(Saved entries)
————

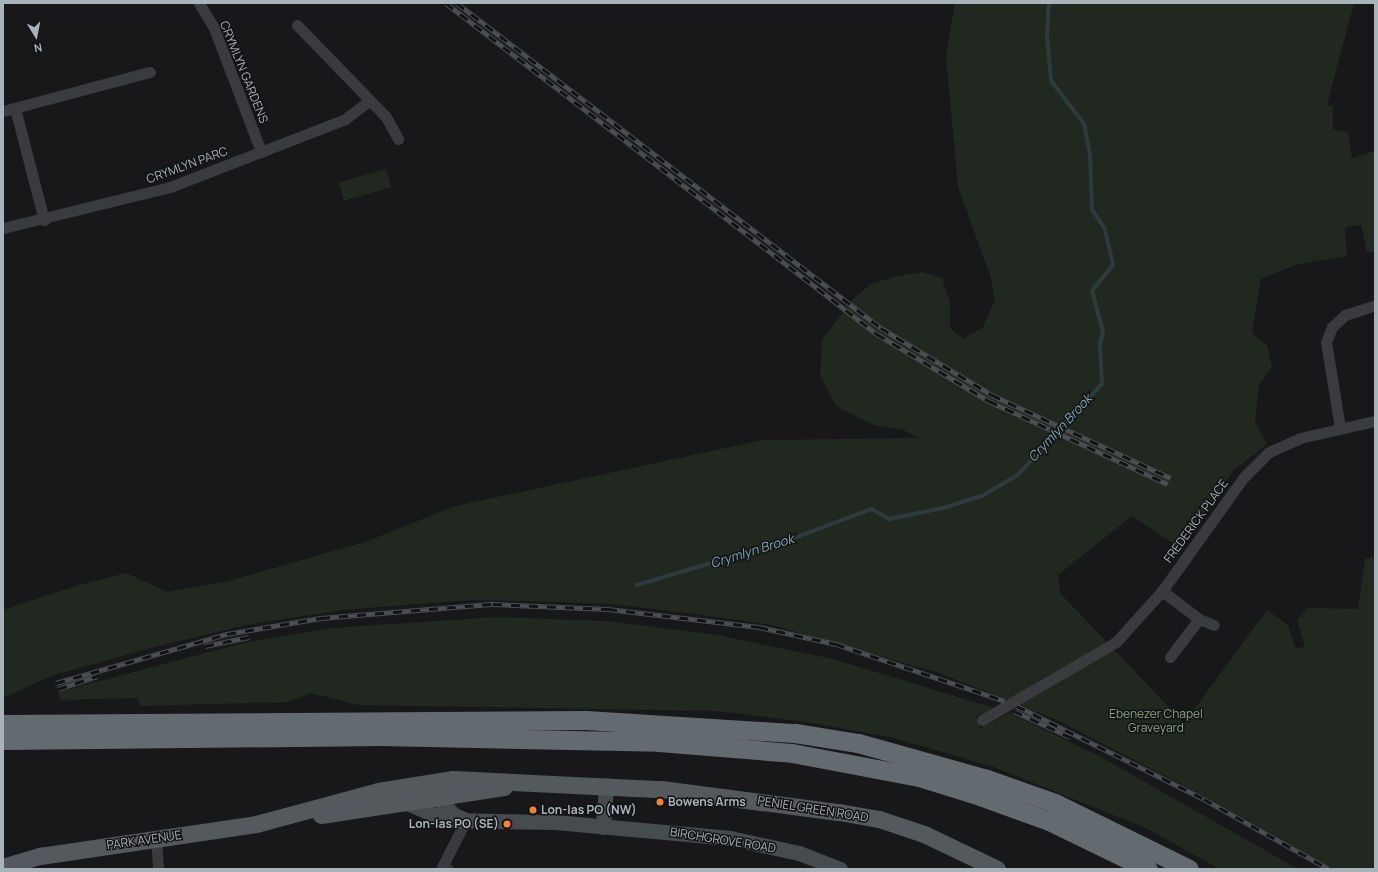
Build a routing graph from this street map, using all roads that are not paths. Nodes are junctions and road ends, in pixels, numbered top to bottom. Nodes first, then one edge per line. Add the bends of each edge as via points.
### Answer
1 (199, 3) edge
2 (297, 25) dead end
3 (150, 72) dead end
4 (370, 100) junction
5 (15, 108) junction
6 (3, 111) edge
7 (398, 139) dead end
8 (261, 152) junction
9 (44, 220) junction
10 (3, 228) edge
11 (1375, 305) edge
12 (1375, 422) edge
13 (1340, 428) junction
14 (1162, 590) junction
15 (1199, 619) junction
16 (1214, 625) dead end
17 (1170, 656) dead end
18 (982, 720) dead end
19 (3, 724) edge
20 (3, 740) edge
21 (522, 784) junction
22 (412, 785) junction
23 (606, 785) junction
24 (441, 798) junction
25 (408, 803) junction
26 (285, 817) junction
27 (466, 820) junction
28 (603, 826) junction
29 (156, 839) junction
30 (3, 867) edge
31 (158, 869) edge
32 (441, 869) edge
33 (840, 869) edge
34 (997, 869) edge
35 (1148, 869) edge
36 (1189, 869) edge

1 - 8 street, CRYMLYN GARDENS via 214,28
2 - 4 street
3 - 5 street
4 - 7 street via 386,117
4 - 8 street, CRYMLYN PARC via 345,119
5 - 6 street
5 - 9 street
8 - 9 street, CRYMLYN PARC via 170,187
9 - 10 street, CRYMLYN PARC
11 - 13 street via 1346,315 1332,327 1326,342
12 - 13 street, FREDERICK PLACE
13 - 14 street, FREDERICK PLACE via 1300,438 1269,452 1244,477
14 - 15 street
14 - 18 street, FREDERICK PLACE via 1116,642
15 - 16 street
15 - 17 street
19 - 36 highway via 586,720 795,733 858,743 987,779 1055,803
20 - 35 highway via 389,736 659,742 792,753 920,777 980,796 1049,821
21 - 22 main road, PENIEL GREEN ROAD via 453,779
21 - 23 main road, PENIEL GREEN ROAD
21 - 24 main road, PENIEL GREEN ROAD
22 - 24 main road
22 - 26 main road, PARK AVENUE
23 - 28 main road
23 - 34 main road, PENIEL GREEN ROAD via 797,805 879,819 924,834
24 - 25 main road, PARK AVENUE
24 - 27 main road via 454,815
25 - 26 main road, PARK AVENUE
25 - 27 main road, BIRCHGROVE ROAD via 435,817
26 - 29 main road, PARK AVENUE
27 - 28 main road, BIRCHGROVE ROAD
27 - 32 street
28 - 33 main road, BIRCHGROVE ROAD via 765,844
29 - 30 main road, PARK AVENUE via 40,856
29 - 31 street

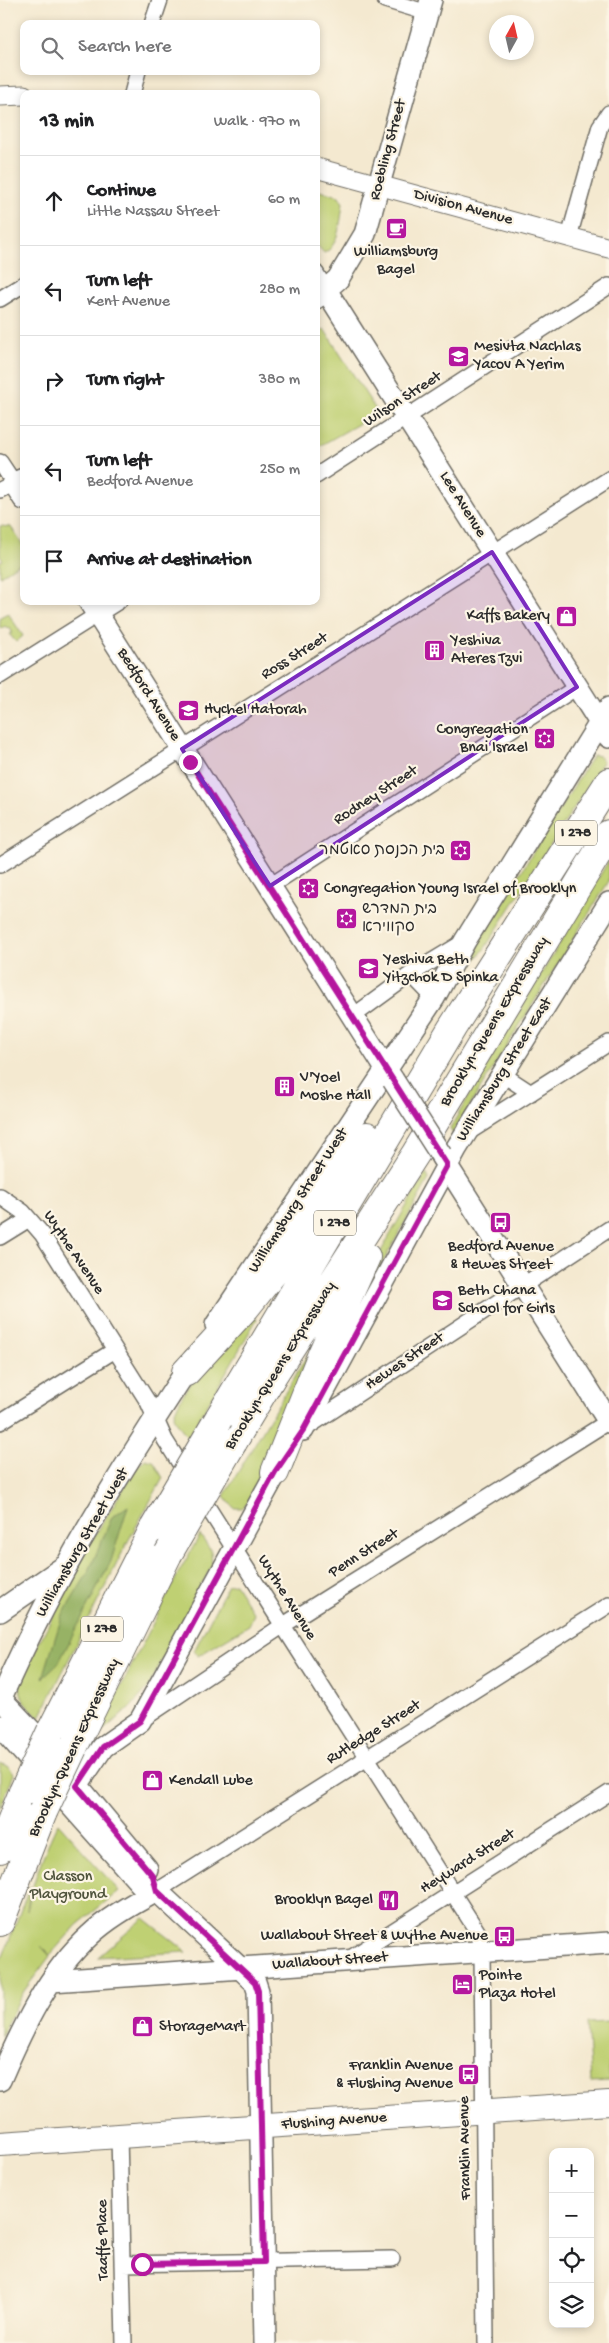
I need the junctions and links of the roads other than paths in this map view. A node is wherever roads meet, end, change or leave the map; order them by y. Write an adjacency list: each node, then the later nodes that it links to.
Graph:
1 (160, 0): 4 (street)
2 (385, 0): 3 (street)
3 (430, 6): 11 (main road, Roebling Street)
4 (153, 20)
5 (137, 75): 6 (street)
6 (133, 90)
7 (20, 95): 8 (street)
8 (0, 96)
9 (609, 112): 12 (street)
10 (320, 169): 11 (street, Division Avenue)
11 (378, 185): 12 (street, Division Avenue); 16 (main road, Roebling Street)
12 (569, 237): 13 (street, Division Avenue)
13 (609, 248)
14 (20, 286): 17 (street)
15 (609, 286): 18 (street, Wilson Street)
16 (320, 287): 18 (main road, Lee Avenue)
17 (0, 299)
18 (408, 418): 20 (street, Wilson Street); 23 (main road, Lee Avenue)
19 (0, 462): 22 (street)
20 (320, 473)
21 (609, 479): 23 (street, Ross Street)
22 (15, 488)
23 (492, 552): 26 (main road, Lee Avenue); 28 (street, Ross Street)
24 (93, 608): 25 (street); 28 (main road, Bedford Avenue)
25 (0, 676)
26 (577, 687): 27 (main road, Lee Avenue); 32 (street, Rodney Street)
27 (606, 722): 34 (main road, Williamsburg Street West)
28 (182, 749): 31 (street, Ross Street); 32 (main road, Bedford Avenue)
29 (609, 782): 38 (highway, Brooklyn-Queens Expressway / I 278)
30 (609, 834): 44 (highway, Brooklyn-Queens Expressway / I 278)
31 (0, 865)
32 (270, 886): 37 (main road, Bedford Avenue)
33 (609, 903): 40 (main road, Williamsburg Street East)
34 (465, 941): 35 (street); 36 (main road, Williamsburg Street West)
35 (411, 974): 36 (street); 37 (street)
36 (434, 998): 41 (main road, Williamsburg Street West)
37 (352, 1017): 41 (main road, Bedford Avenue)
38 (452, 1028): 51 (highway); 68 (highway, Brooklyn-Queens Expressway / I 278, bridge)
39 (609, 1043): 42 (street)
40 (502, 1074): 42 (street); 43 (main road, Williamsburg Street East)
41 (389, 1075): 44 (main road, Bedford Avenue, bridge); 51 (main road, Williamsburg Street West)
42 (531, 1093): 43 (street)
43 (466, 1134): 44 (main road, Williamsburg Street East)
44 (435, 1158): 49 (main road, Bedford Avenue); 55 (main road, Williamsburg Street East); 56 (highway); 71 (highway, Brooklyn-Queens Expressway / I 278, bridge)
45 (0, 1196): 46 (street, Wythe Avenue)
46 (29, 1219): 48 (street); 50 (street, Wythe Avenue)
47 (609, 1229): 49 (street, Hewes Street)
48 (0, 1237)
49 (522, 1285): 53 (main road, Bedford Avenue); 55 (street, Hewes Street)
50 (115, 1350): 52 (street, Wythe Avenue); 54 (street)
51 (186, 1372): 52 (main road, Williamsburg Street West)
52 (155, 1419): 57 (street, Wythe Avenue); 58 (main road, Williamsburg Street West)
53 (609, 1421): 61 (street, Penn Street)
54 (0, 1422)
55 (303, 1431): 56 (main road, Williamsburg Street East)
56 (275, 1472): 57 (main road, Williamsburg Street East)
57 (234, 1548): 61 (street, Wythe Avenue); 63 (main road, Williamsburg Street East)
58 (66, 1566): 60 (main road); 62 (main road, Williamsburg Street West)
59 (609, 1605): 65 (street, Rutledge Street)
60 (0, 1610)
61 (282, 1626): 63 (street, Penn Street); 65 (street, Wythe Avenue)
62 (0, 1699): 66 (main road)
63 (140, 1721): 66 (main road, Williamsburg Street East)
64 (0, 1726): 66 (main road)
65 (367, 1758): 69 (street, Rutledge Street); 70 (street, Wythe Avenue)
66 (72, 1793): 69 (main road)
67 (609, 1793): 70 (street, Heyward Street)
68 (0, 1849)
69 (157, 1891): 75 (main road); 76 (main road)
70 (452, 1893): 73 (street, Wythe Avenue); 74 (street, Heyward Street)
71 (0, 1922)
72 (609, 1943): 73 (main road, Wallabout Street)
73 (482, 1952): 74 (main road, Wallabout Street); 79 (street, Franklin Avenue)
74 (346, 1961): 75 (main road, Wallabout Street)
75 (238, 1968): 76 (main road, Wallabout Street); 80 (main road)
76 (51, 1981): 77 (main road)
77 (0, 2080)
78 (609, 2103): 79 (main road, Flushing Avenue)
79 (484, 2112): 80 (main road, Flushing Avenue); 88 (street, Franklin Avenue)
80 (261, 2127): 81 (main road, Flushing Avenue); 84 (main road)
81 (119, 2136): 82 (main road, Flushing Avenue); 85 (street, Taaffe Place)
82 (0, 2144)
83 (392, 2259): 84 (street)
84 (264, 2262): 85 (street); 87 (main road)
85 (122, 2264): 86 (street, Taaffe Place)
86 (124, 2343)
87 (265, 2343)
88 (486, 2343)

————

#### [Problem statement]
Print out each record exactly as shown, but keep the pictures out.

#### [Solution]
Build a routing graph from this street map, using all roads that are not paths. Nodes are junctions and road ends, in pixels, numbered top to bottom. Nodes first, then one edge per line. Add the bends of each edge as via points.
### Answer
1 (199, 3) edge
2 (297, 25) dead end
3 (150, 72) dead end
4 (370, 100) junction
5 (15, 108) junction
6 (3, 111) edge
7 (398, 139) dead end
8 (261, 152) junction
9 (44, 220) junction
10 (3, 228) edge
11 (1375, 305) edge
12 (1375, 422) edge
13 (1340, 428) junction
14 (1162, 590) junction
15 (1199, 619) junction
16 (1214, 625) dead end
17 (1170, 656) dead end
18 (982, 720) dead end
19 (3, 724) edge
20 (3, 740) edge
21 (522, 784) junction
22 (412, 785) junction
23 (606, 785) junction
24 (441, 798) junction
25 (408, 803) junction
26 (285, 817) junction
27 (466, 820) junction
28 (603, 826) junction
29 (156, 839) junction
30 (3, 867) edge
31 (158, 869) edge
32 (441, 869) edge
33 (840, 869) edge
34 (997, 869) edge
35 (1148, 869) edge
36 (1189, 869) edge

1 - 8 street, CRYMLYN GARDENS via 214,28
2 - 4 street
3 - 5 street
4 - 7 street via 386,117
4 - 8 street, CRYMLYN PARC via 345,119
5 - 6 street
5 - 9 street
8 - 9 street, CRYMLYN PARC via 170,187
9 - 10 street, CRYMLYN PARC
11 - 13 street via 1346,315 1332,327 1326,342
12 - 13 street, FREDERICK PLACE
13 - 14 street, FREDERICK PLACE via 1300,438 1269,452 1244,477
14 - 15 street
14 - 18 street, FREDERICK PLACE via 1116,642
15 - 16 street
15 - 17 street
19 - 36 highway via 586,720 795,733 858,743 987,779 1055,803
20 - 35 highway via 389,736 659,742 792,753 920,777 980,796 1049,821
21 - 22 main road, PENIEL GREEN ROAD via 453,779
21 - 23 main road, PENIEL GREEN ROAD
21 - 24 main road, PENIEL GREEN ROAD
22 - 24 main road
22 - 26 main road, PARK AVENUE
23 - 28 main road
23 - 34 main road, PENIEL GREEN ROAD via 797,805 879,819 924,834
24 - 25 main road, PARK AVENUE
24 - 27 main road via 454,815
25 - 26 main road, PARK AVENUE
25 - 27 main road, BIRCHGROVE ROAD via 435,817
26 - 29 main road, PARK AVENUE
27 - 28 main road, BIRCHGROVE ROAD
27 - 32 street
28 - 33 main road, BIRCHGROVE ROAD via 765,844
29 - 30 main road, PARK AVENUE via 40,856
29 - 31 street

I need the junctions and links of the roads other than paths in this map view. A node is wherever roads meet, end, change or leave the map; order them by y. Write an adjacency list: each node, then the later nodes that it links to.
Graph:
1 (160, 0): 4 (street)
2 (385, 0): 3 (street)
3 (430, 6): 11 (main road, Roebling Street)
4 (153, 20)
5 (137, 75): 6 (street)
6 (133, 90)
7 (20, 95): 8 (street)
8 (0, 96)
9 (609, 112): 12 (street)
10 (320, 169): 11 (street, Division Avenue)
11 (378, 185): 12 (street, Division Avenue); 16 (main road, Roebling Street)
12 (569, 237): 13 (street, Division Avenue)
13 (609, 248)
14 (20, 286): 17 (street)
15 (609, 286): 18 (street, Wilson Street)
16 (320, 287): 18 (main road, Lee Avenue)
17 (0, 299)
18 (408, 418): 20 (street, Wilson Street); 23 (main road, Lee Avenue)
19 (0, 462): 22 (street)
20 (320, 473)
21 (609, 479): 23 (street, Ross Street)
22 (15, 488)
23 (492, 552): 26 (main road, Lee Avenue); 28 (street, Ross Street)
24 (93, 608): 25 (street); 28 (main road, Bedford Avenue)
25 (0, 676)
26 (577, 687): 27 (main road, Lee Avenue); 32 (street, Rodney Street)
27 (606, 722): 34 (main road, Williamsburg Street West)
28 (182, 749): 31 (street, Ross Street); 32 (main road, Bedford Avenue)
29 (609, 782): 38 (highway, Brooklyn-Queens Expressway / I 278)
30 (609, 834): 44 (highway, Brooklyn-Queens Expressway / I 278)
31 (0, 865)
32 (270, 886): 37 (main road, Bedford Avenue)
33 (609, 903): 40 (main road, Williamsburg Street East)
34 (465, 941): 35 (street); 36 (main road, Williamsburg Street West)
35 (411, 974): 36 (street); 37 (street)
36 (434, 998): 41 (main road, Williamsburg Street West)
37 (352, 1017): 41 (main road, Bedford Avenue)
38 (452, 1028): 51 (highway); 68 (highway, Brooklyn-Queens Expressway / I 278, bridge)
39 (609, 1043): 42 (street)
40 (502, 1074): 42 (street); 43 (main road, Williamsburg Street East)
41 (389, 1075): 44 (main road, Bedford Avenue, bridge); 51 (main road, Williamsburg Street West)
42 (531, 1093): 43 (street)
43 (466, 1134): 44 (main road, Williamsburg Street East)
44 (435, 1158): 49 (main road, Bedford Avenue); 55 (main road, Williamsburg Street East); 56 (highway); 71 (highway, Brooklyn-Queens Expressway / I 278, bridge)
45 (0, 1196): 46 (street, Wythe Avenue)
46 (29, 1219): 48 (street); 50 (street, Wythe Avenue)
47 (609, 1229): 49 (street, Hewes Street)
48 (0, 1237)
49 (522, 1285): 53 (main road, Bedford Avenue); 55 (street, Hewes Street)
50 (115, 1350): 52 (street, Wythe Avenue); 54 (street)
51 (186, 1372): 52 (main road, Williamsburg Street West)
52 (155, 1419): 57 (street, Wythe Avenue); 58 (main road, Williamsburg Street West)
53 (609, 1421): 61 (street, Penn Street)
54 (0, 1422)
55 (303, 1431): 56 (main road, Williamsburg Street East)
56 (275, 1472): 57 (main road, Williamsburg Street East)
57 (234, 1548): 61 (street, Wythe Avenue); 63 (main road, Williamsburg Street East)
58 (66, 1566): 60 (main road); 62 (main road, Williamsburg Street West)
59 (609, 1605): 65 (street, Rutledge Street)
60 (0, 1610)
61 (282, 1626): 63 (street, Penn Street); 65 (street, Wythe Avenue)
62 (0, 1699): 66 (main road)
63 (140, 1721): 66 (main road, Williamsburg Street East)
64 (0, 1726): 66 (main road)
65 (367, 1758): 69 (street, Rutledge Street); 70 (street, Wythe Avenue)
66 (72, 1793): 69 (main road)
67 (609, 1793): 70 (street, Heyward Street)
68 (0, 1849)
69 (157, 1891): 75 (main road); 76 (main road)
70 (452, 1893): 73 (street, Wythe Avenue); 74 (street, Heyward Street)
71 (0, 1922)
72 (609, 1943): 73 (main road, Wallabout Street)
73 (482, 1952): 74 (main road, Wallabout Street); 79 (street, Franklin Avenue)
74 (346, 1961): 75 (main road, Wallabout Street)
75 (238, 1968): 76 (main road, Wallabout Street); 80 (main road)
76 (51, 1981): 77 (main road)
77 (0, 2080)
78 (609, 2103): 79 (main road, Flushing Avenue)
79 (484, 2112): 80 (main road, Flushing Avenue); 88 (street, Franklin Avenue)
80 (261, 2127): 81 (main road, Flushing Avenue); 84 (main road)
81 (119, 2136): 82 (main road, Flushing Avenue); 85 (street, Taaffe Place)
82 (0, 2144)
83 (392, 2259): 84 (street)
84 (264, 2262): 85 (street); 87 (main road)
85 (122, 2264): 86 (street, Taaffe Place)
86 (124, 2343)
87 (265, 2343)
88 (486, 2343)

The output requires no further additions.